[Start of Attachment]
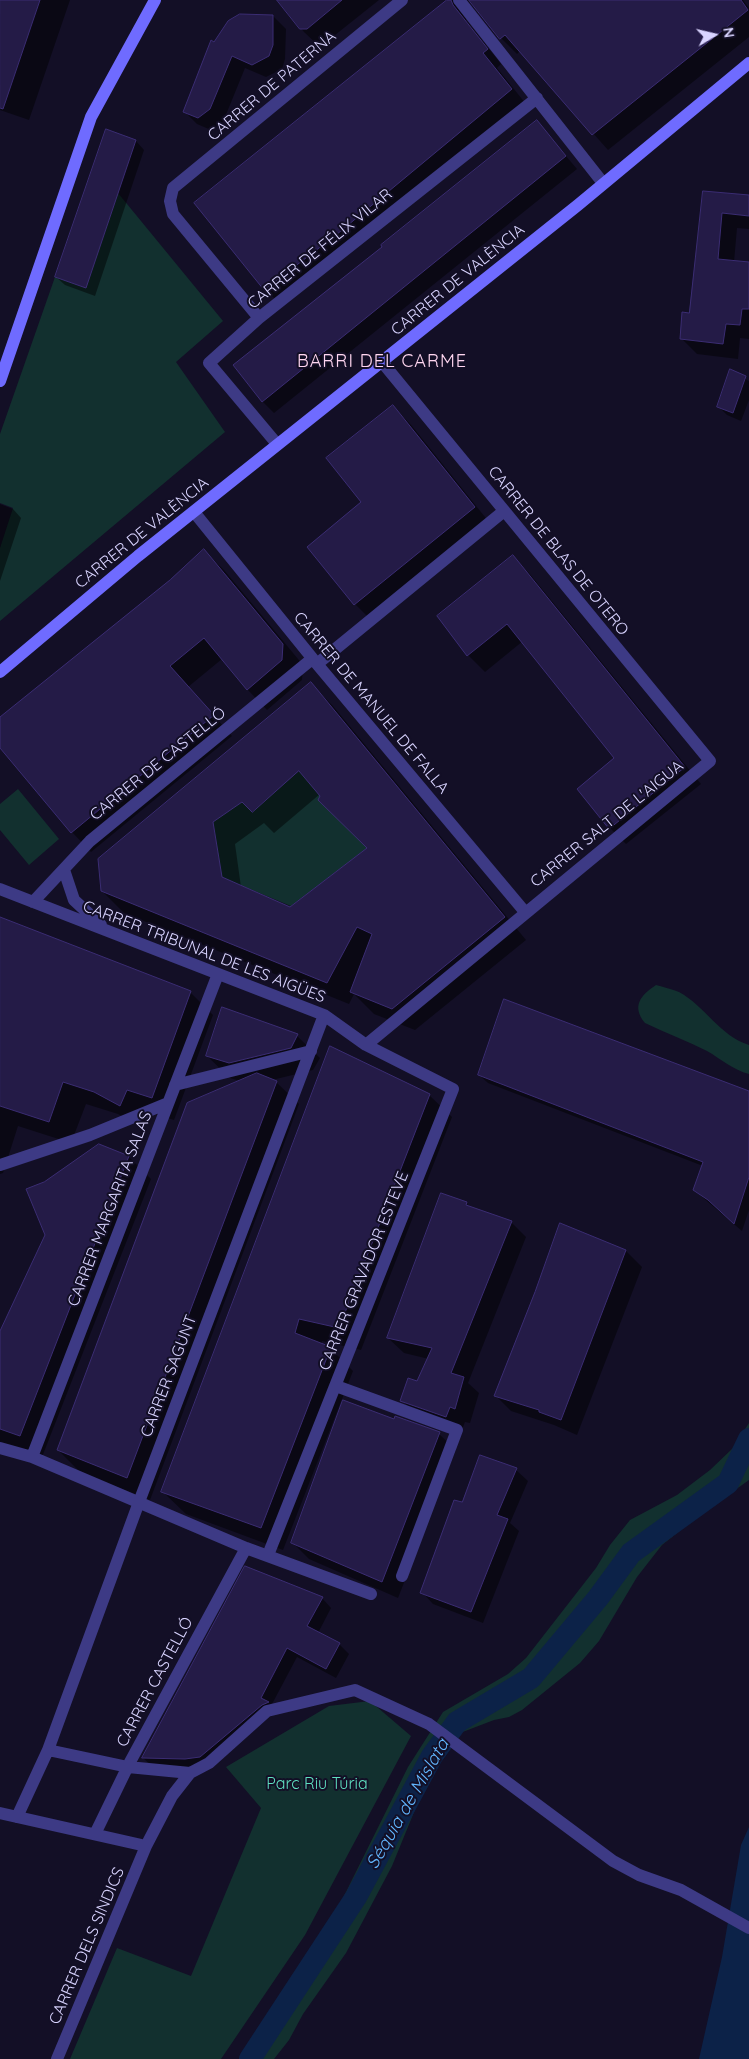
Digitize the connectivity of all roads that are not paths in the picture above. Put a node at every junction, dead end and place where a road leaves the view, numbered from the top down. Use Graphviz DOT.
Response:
graph roads {
  1 [pos="155,0"];
  2 [pos="402,0"];
  3 [pos="459,0"];
  4 [pos="749,63"];
  5 [pos="537,98"];
  6 [pos="603,183"];
  7 [pos="259,318"];
  8 [pos="382,362"];
  9 [pos="0,381"];
  10 [pos="278,444"];
  11 [pos="504,511"];
  12 [pos="194,512"];
  13 [pos="314,662"];
  14 [pos="0,672"];
  15 [pos="710,761"];
  16 [pos="64,870"];
  17 [pos="0,889"];
  18 [pos="33,902"];
  19 [pos="524,912"];
  20 [pos="108,931"];
  21 [pos="218,974"];
  22 [pos="324,1015"];
  23 [pos="366,1045"];
  24 [pos="311,1051"];
  25 [pos="175,1085"];
  26 [pos="168,1103"];
  27 [pos="0,1165"];
  28 [pos="336,1386"];
  29 [pos="0,1448"];
  30 [pos="32,1457"];
  31 [pos="139,1502"];
  32 [pos="246,1548"];
  33 [pos="268,1555"];
  34 [pos="402,1576"];
  35 [pos="371,1594"];
  36 [pos="48,1750"];
  37 [pos="128,1767"];
  38 [pos="190,1773"];
  39 [pos="1,1815"];
  40 [pos="17,1817"];
  41 [pos="95,1834"];
  42 [pos="146,1846"];
  43 [pos="749,1928"];
  44 [pos="56,2059"];
  1 -- 9 [label="main road"];
  2 -- 7 [label="street, CARRER DE PATERNA"];
  3 -- 5 [label="street"];
  4 -- 6 [label="main road, CARRER DE VALÈNCIA"];
  5 -- 6 [label="street"];
  5 -- 7 [label="street, CARRER DE FÉLIX VILAR"];
  6 -- 8 [label="main road, CARRER DE VALÈNCIA"];
  7 -- 10 [label="street, CARRER DE FÉLIX VILAR"];
  8 -- 10 [label="main road, CARRER DE VALÈNCIA"];
  8 -- 11 [label="street, CARRER DE BLAS DE OTERO"];
  10 -- 12 [label="main road, CARRER DE VALÈNCIA"];
  11 -- 13 [label="street, CARRER DE CASTELLÓ"];
  11 -- 15 [label="street, CARRER DE BLAS DE OTERO"];
  12 -- 13 [label="street, CARRER DE MANUEL DE FALLA"];
  12 -- 14 [label="main road, CARRER DE VALÈNCIA"];
  13 -- 16 [label="street, CARRER DE CASTELLÓ"];
  13 -- 19 [label="street, CARRER DE MANUEL DE FALLA"];
  15 -- 19 [label="street, CARRER SALT DE L'AIGUA"];
  16 -- 18 [label="street, CARRER DE CASTELLÓ"];
  16 -- 20 [label="street"];
  17 -- 18 [label="street, CARRER TRIBUNAL DE LES AIGÜES"];
  18 -- 20 [label="street, CARRER TRIBUNAL DE LES AIGÜES"];
  19 -- 23 [label="street"];
  20 -- 21 [label="street, CARRER TRIBUNAL DE LES AIGÜES"];
  21 -- 22 [label="street, CARRER TRIBUNAL DE LES AIGÜES"];
  21 -- 25 [label="street, CARRER MARGARITA SALAS"];
  22 -- 23 [label="street, CARRER TRIBUNAL DE LES AIGÜES"];
  22 -- 24 [label="street, CARRER SAGUNT"];
  23 -- 28 [label="street, CARRER GRAVADOR ESTEVE"];
  24 -- 25 [label="street"];
  24 -- 31 [label="street, CARRER SAGUNT"];
  25 -- 26 [label="street, CARRER MARGARITA SALAS"];
  26 -- 27 [label="street"];
  26 -- 30 [label="street, CARRER MARGARITA SALAS"];
  28 -- 33 [label="street, CARRER GRAVADOR ESTEVE"];
  28 -- 34 [label="street"];
  29 -- 30 [label="street"];
  30 -- 31 [label="street"];
  31 -- 32 [label="street"];
  31 -- 36 [label="street, CARRER SAGUNT"];
  32 -- 33 [label="street"];
  32 -- 37 [label="street, CARRER CASTELLÓ"];
  33 -- 35 [label="street"];
  36 -- 37 [label="street"];
  36 -- 40 [label="street, CARRER SAGUNT"];
  37 -- 38 [label="street"];
  37 -- 41 [label="street, CARRER CASTELLÓ"];
  38 -- 42 [label="street, CARRER DELS SINDICS"];
  38 -- 43 [label="street"];
  39 -- 40 [label="street"];
  40 -- 41 [label="street"];
  41 -- 42 [label="street"];
  42 -- 44 [label="street, CARRER DELS SINDICS"];
}
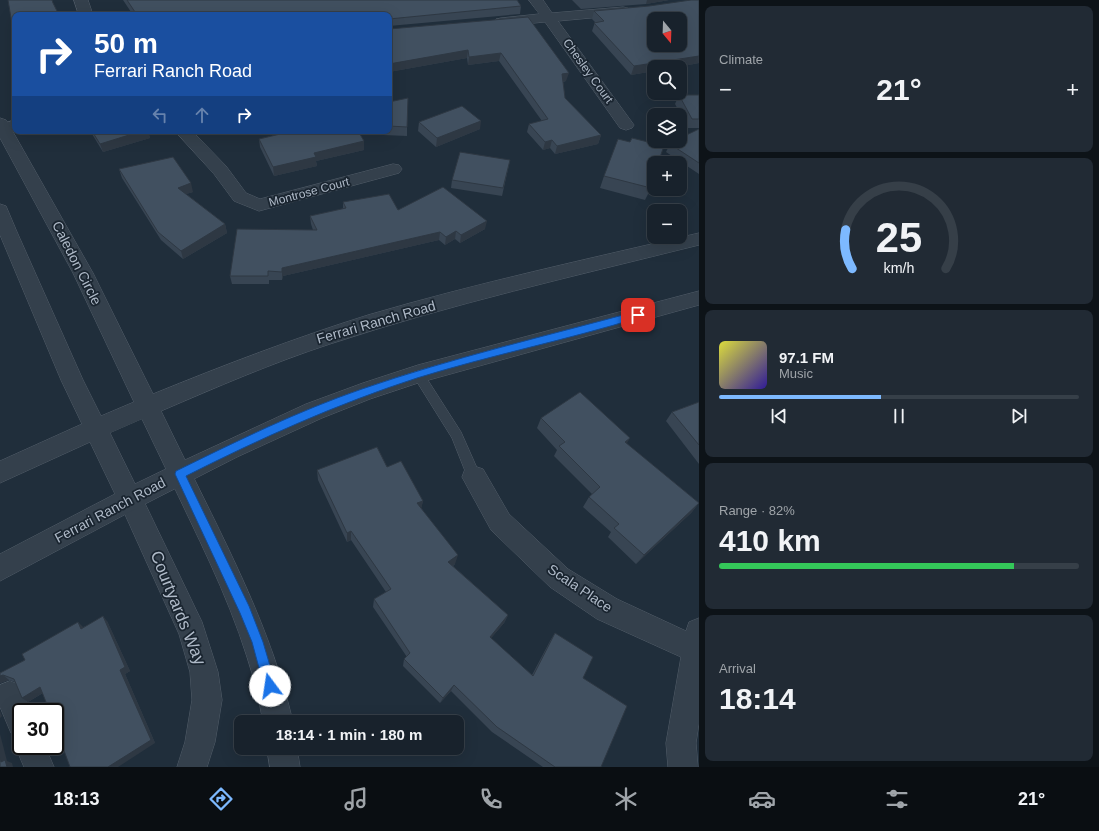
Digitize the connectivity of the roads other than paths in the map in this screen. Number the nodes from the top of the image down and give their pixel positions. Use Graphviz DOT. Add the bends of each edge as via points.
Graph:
graph roads {
  1 [pos="81,0"];
  2 [pos="536,0"];
  3 [pos="638,9"];
  4 [pos="85,12"];
  5 [pos="549,18"];
  6 [pos="487,23"];
  7 [pos="626,125"];
  8 [pos="5,127"];
  9 [pos="186,134"];
  10 [pos="393,169"];
  11 [pos="0,210"];
  12 [pos="699,239"];
  13 [pos="699,298"];
  14 [pos="418,374"];
  15 [pos="147,406"];
  16 [pos="95,428"];
  17 [pos="0,472"];
  18 [pos="180,474"];
  19 [pos="474,477"];
  20 [pos="130,499"];
  21 [pos="0,568"];
  22 [pos="697,641"];
  23 [pos="10,695"];
  24 [pos="13,703"];
  25 [pos="276,715"];
  26 [pos="34,755"];
  27 [pos="283,755"];
  28 [pos="39,767"];
  29 [pos="192,767"];
  30 [pos="285,767"];
  31 [pos="683,767"];
  1 -- 4 [label="street"];
  2 -- 5 [label="street, Chesley Court"];
  3 -- 5 [label="street"];
  5 -- 6 [label="street"];
  5 -- 7 [label="street, Chesley Court"];
  8 -- 15 [label="street, Caledon Circle" via="83,273"];
  9 -- 10 [label="street, Montrose Court" via="220,170 240,197 259,205"];
  11 -- 16 [label="street"];
  12 -- 15 [label="street, Ferrari Ranch Road" via="377,321 275,354"];
  13 -- 14 [label="street, Ferrari Ranch Road"];
  14 -- 18 [label="street, Ferrari Ranch Road" via="314,411"];
  14 -- 19 [label="lane" via="457,436"];
  15 -- 16 [label="street, Ferrari Ranch Road"];
  15 -- 18 [label="street, Caledon Circle"];
  16 -- 17 [label="street, Ferrari Ranch Road"];
  16 -- 20 [label="street, Courtyards Way"];
  18 -- 20 [label="street, Ferrari Ranch Road"];
  18 -- 25 [label="street" via="258,642"];
  19 -- 22 [label="street, Scala Place" via="500,522 559,578 607,609"];
  20 -- 21 [label="street, Ferrari Ranch Road"];
  20 -- 29 [label="street, Courtyards Way" via="192,632 204,672 207,700 200,742"];
  22 -- 31 [label="street" via="681,743"];
  23 -- 24 [label="street"];
  26 -- 28 [label="street"];
  27 -- 30 [label="street"];
}
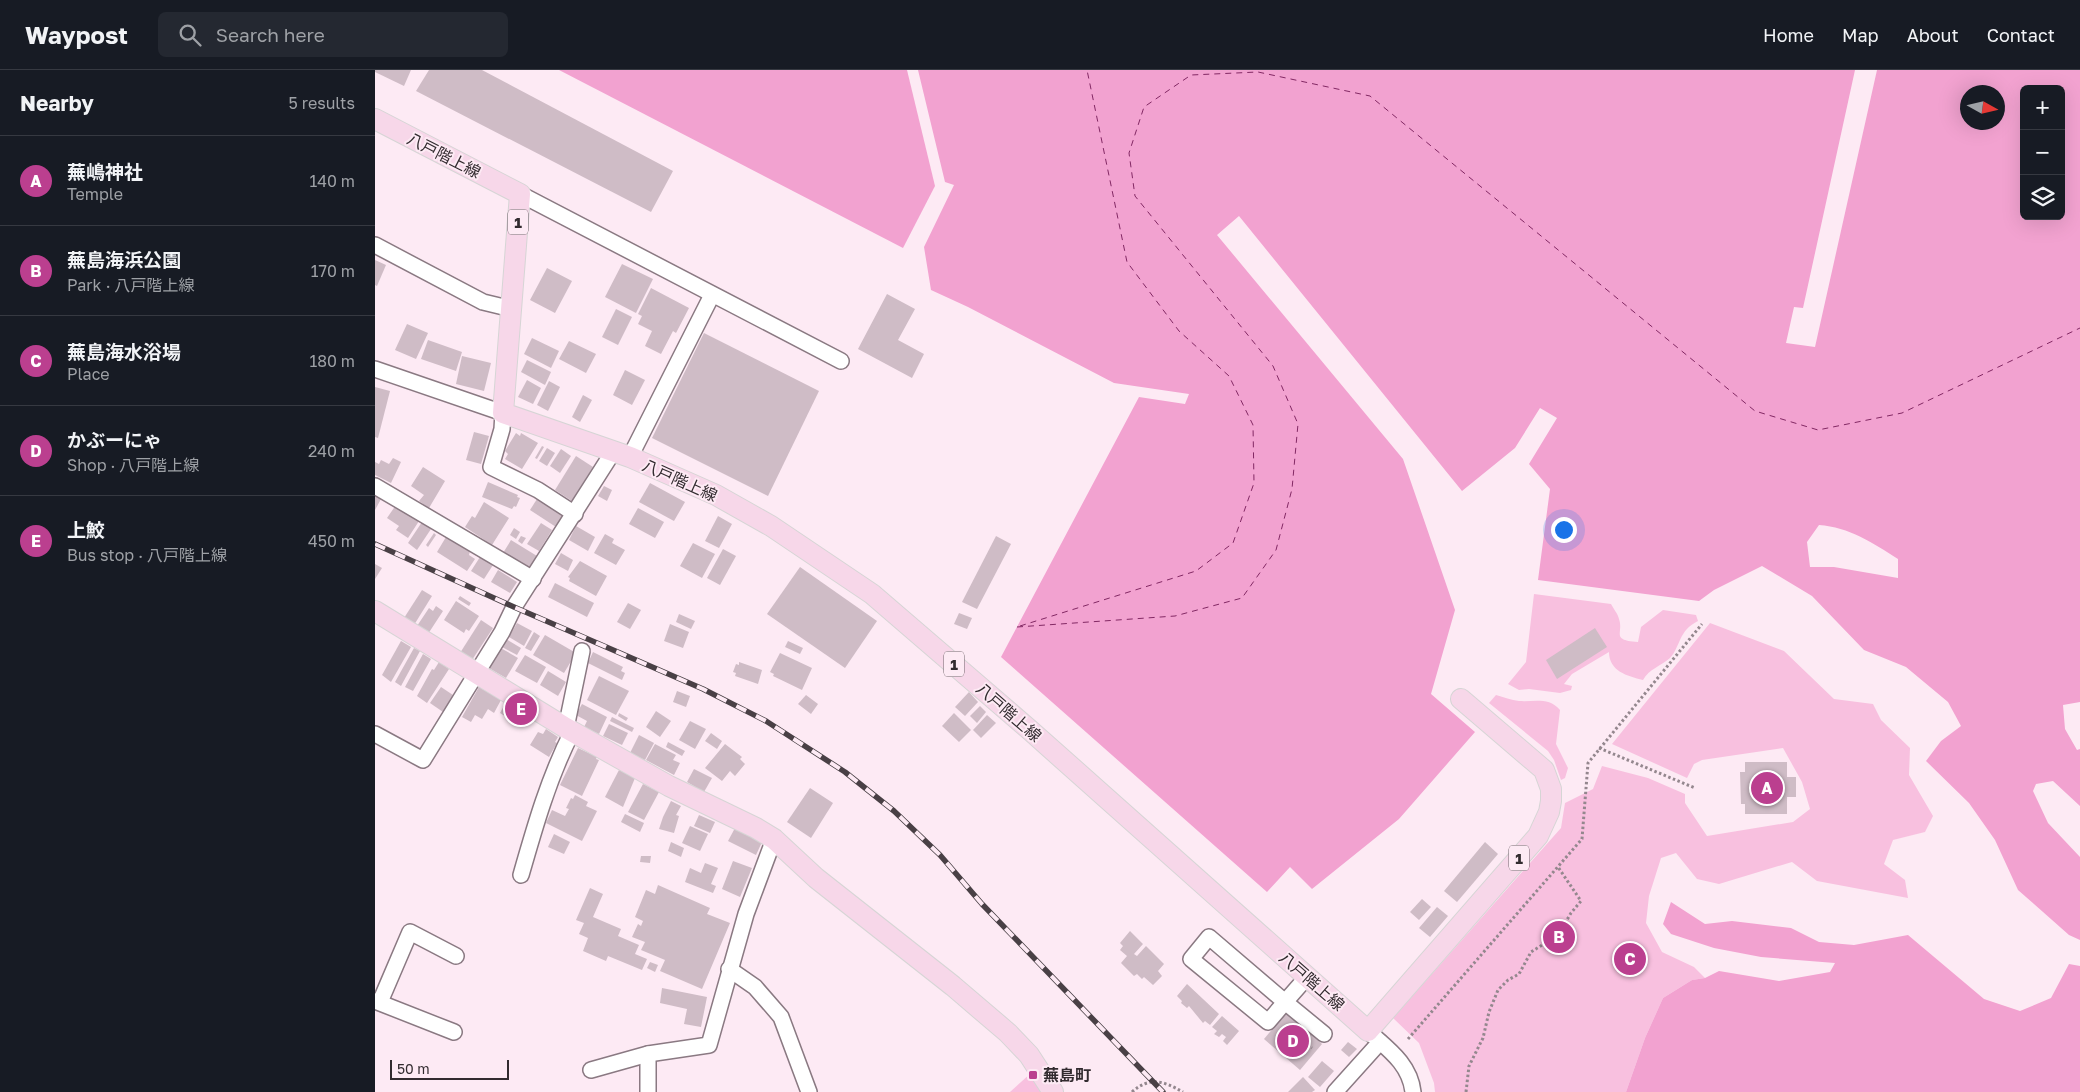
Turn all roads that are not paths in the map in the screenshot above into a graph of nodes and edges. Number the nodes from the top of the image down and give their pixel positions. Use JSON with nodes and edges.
{"nodes":[{"id":1,"x":375,"y":119,"type":"edge"},
{"id":2,"x":520,"y":194,"type":"junction"},
{"id":3,"x":375,"y":245,"type":"edge"},
{"id":4,"x":712,"y":295,"type":"junction"},
{"id":5,"x":512,"y":309,"type":"junction"},
{"id":6,"x":841,"y":361,"type":"dead end"},
{"id":7,"x":375,"y":369,"type":"edge"},
{"id":8,"x":503,"y":413,"type":"junction"},
{"id":9,"x":622,"y":454,"type":"junction"},
{"id":10,"x":375,"y":486,"type":"edge"},
{"id":11,"x":575,"y":514,"type":"junction"},
{"id":12,"x":533,"y":579,"type":"junction"},
{"id":13,"x":375,"y":611,"type":"edge"},
{"id":14,"x":582,"y":651,"type":"dead end"},
{"id":15,"x":477,"y":673,"type":"junction"},
{"id":16,"x":1461,"y":698,"type":"dead end"},
{"id":17,"x":569,"y":730,"type":"junction"},
{"id":18,"x":375,"y":734,"type":"edge"},
{"id":19,"x":774,"y":839,"type":"junction"},
{"id":20,"x":521,"y":876,"type":"dead end"},
{"id":21,"x":456,"y":956,"type":"dead end"},
{"id":22,"x":729,"y":969,"type":"junction"},
{"id":23,"x":1307,"y":976,"type":"junction"},
{"id":24,"x":377,"y":1002,"type":"edge"},
{"id":25,"x":1285,"y":1002,"type":"junction"},
{"id":26,"x":454,"y":1032,"type":"dead end"},
{"id":27,"x":1324,"y":1034,"type":"dead end"},
{"id":28,"x":1374,"y":1036,"type":"junction"},
{"id":29,"x":648,"y":1054,"type":"junction"},
{"id":30,"x":591,"y":1070,"type":"dead end"},
{"id":31,"x":648,"y":1092,"type":"edge"},
{"id":32,"x":809,"y":1092,"type":"edge"},
{"id":33,"x":1053,"y":1092,"type":"edge"},
{"id":34,"x":1335,"y":1092,"type":"edge"},
{"id":35,"x":1413,"y":1092,"type":"edge"}],
"edges":[{"from":1,"to":2,"type":"main road","name":"八戸階上線","number":"1"},
{"from":2,"to":4,"type":"street"},
{"from":2,"to":5,"type":"main road","number":"1"},
{"from":3,"to":5,"type":"street"},
{"from":4,"to":6,"type":"street"},
{"from":4,"to":9,"type":"street"},
{"from":5,"to":8,"type":"main road","number":"1"},
{"from":7,"to":8,"type":"street"},
{"from":8,"to":9,"type":"main road","name":"八戸階上線","number":"1"},
{"from":8,"to":11,"type":"street"},
{"from":9,"to":11,"type":"street"},
{"from":9,"to":23,"type":"main road","name":"八戸階上線","number":"1"},
{"from":10,"to":12,"type":"street"},
{"from":11,"to":12,"type":"street"},
{"from":12,"to":15,"type":"street"},
{"from":13,"to":15,"type":"main road"},
{"from":14,"to":17,"type":"street"},
{"from":15,"to":17,"type":"main road"},
{"from":15,"to":18,"type":"street"},
{"from":16,"to":28,"type":"main road","number":"1"},
{"from":17,"to":19,"type":"main road"},
{"from":17,"to":20,"type":"street"},
{"from":19,"to":22,"type":"street"},
{"from":19,"to":33,"type":"main road"},
{"from":21,"to":24,"type":"street"},
{"from":22,"to":29,"type":"street"},
{"from":22,"to":32,"type":"street"},
{"from":23,"to":25,"type":"street"},
{"from":23,"to":28,"type":"main road","name":"八戸階上線","number":"1"},
{"from":24,"to":26,"type":"street"},
{"from":25,"to":25,"type":"street"},
{"from":25,"to":27,"type":"street"},
{"from":28,"to":34,"type":"street"},
{"from":28,"to":35,"type":"street"},
{"from":29,"to":30,"type":"street"},
{"from":29,"to":31,"type":"street"}]}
[End of Attachment]
→ **ABOUT THIS EXERCISE**: Write down how many lines in this listing contain the word "Caledon"; the number is the whole answer.

→ **SOLUTION**: 2